ASSIGNMENT
Every line in the records below that holds the word "pinky" is to be copied.

[SOURCE DATA Boundary: Start]

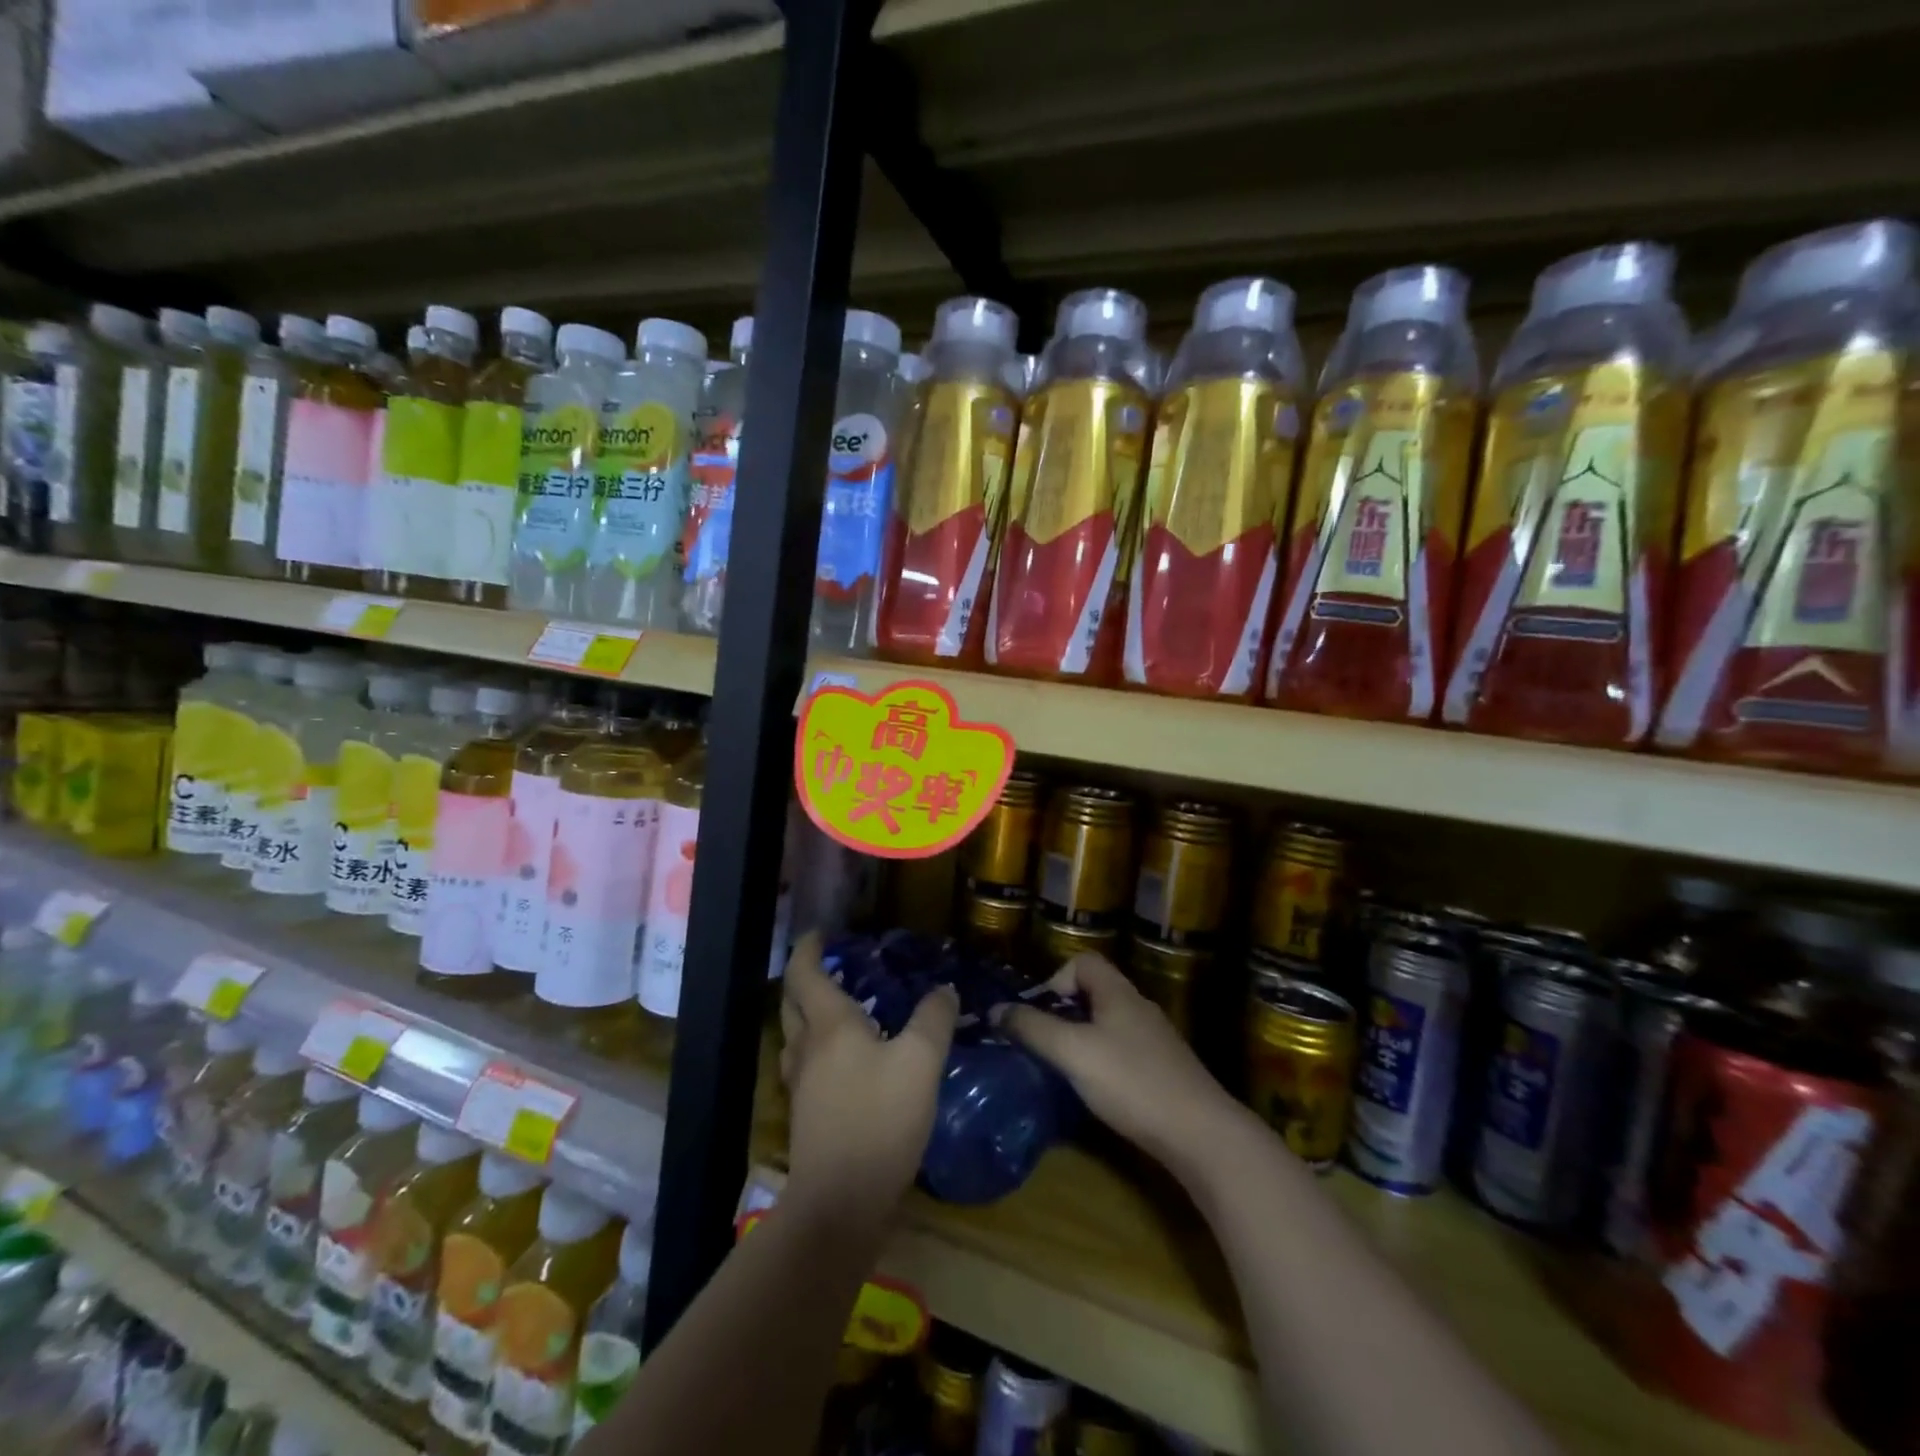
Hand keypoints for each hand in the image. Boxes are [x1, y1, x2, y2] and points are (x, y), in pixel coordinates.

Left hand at [779, 932, 958, 1225]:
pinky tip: (849, 1059)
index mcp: (828, 1026)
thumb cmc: (878, 1120)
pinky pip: (807, 1063)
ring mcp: (801, 1084)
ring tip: (844, 1007)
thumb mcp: (920, 1062)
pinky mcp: (808, 1114)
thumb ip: (933, 1019)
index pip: (805, 973)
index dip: (809, 948)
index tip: (821, 931)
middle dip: (807, 977)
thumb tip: (943, 989)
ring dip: (812, 1013)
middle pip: (793, 1001)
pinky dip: (821, 1046)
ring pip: (797, 1034)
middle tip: (834, 965)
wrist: (840, 1204)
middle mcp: (806, 1048)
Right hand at [1000, 953, 1243, 1175]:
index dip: (1057, 979)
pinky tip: (1099, 1092)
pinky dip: (1104, 1063)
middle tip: (1046, 1045)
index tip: (1043, 1014)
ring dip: (1083, 1040)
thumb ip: (1033, 1029)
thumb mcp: (1073, 1052)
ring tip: (1066, 1070)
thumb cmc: (1132, 1082)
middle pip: (1095, 993)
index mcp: (1119, 994)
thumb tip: (995, 1010)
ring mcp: (1156, 1041)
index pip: (1084, 962)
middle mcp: (1139, 1008)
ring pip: (1109, 1025)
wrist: (1201, 1134)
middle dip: (1065, 1013)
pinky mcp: (1165, 1071)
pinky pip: (1124, 1052)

[SOURCE DATA Boundary: End]

SOLUTION TO THE PROBLEM
pinky tip: (849, 1059)
pinky pip: (807, 1063)
pinky mcp: (808, 1114)
pinky dip: (821, 1046)
pinky tip: (1099, 1092)
pinky dip: (1104, 1063)
pinky mcp: (1165, 1071)
pinky pip: (1124, 1052)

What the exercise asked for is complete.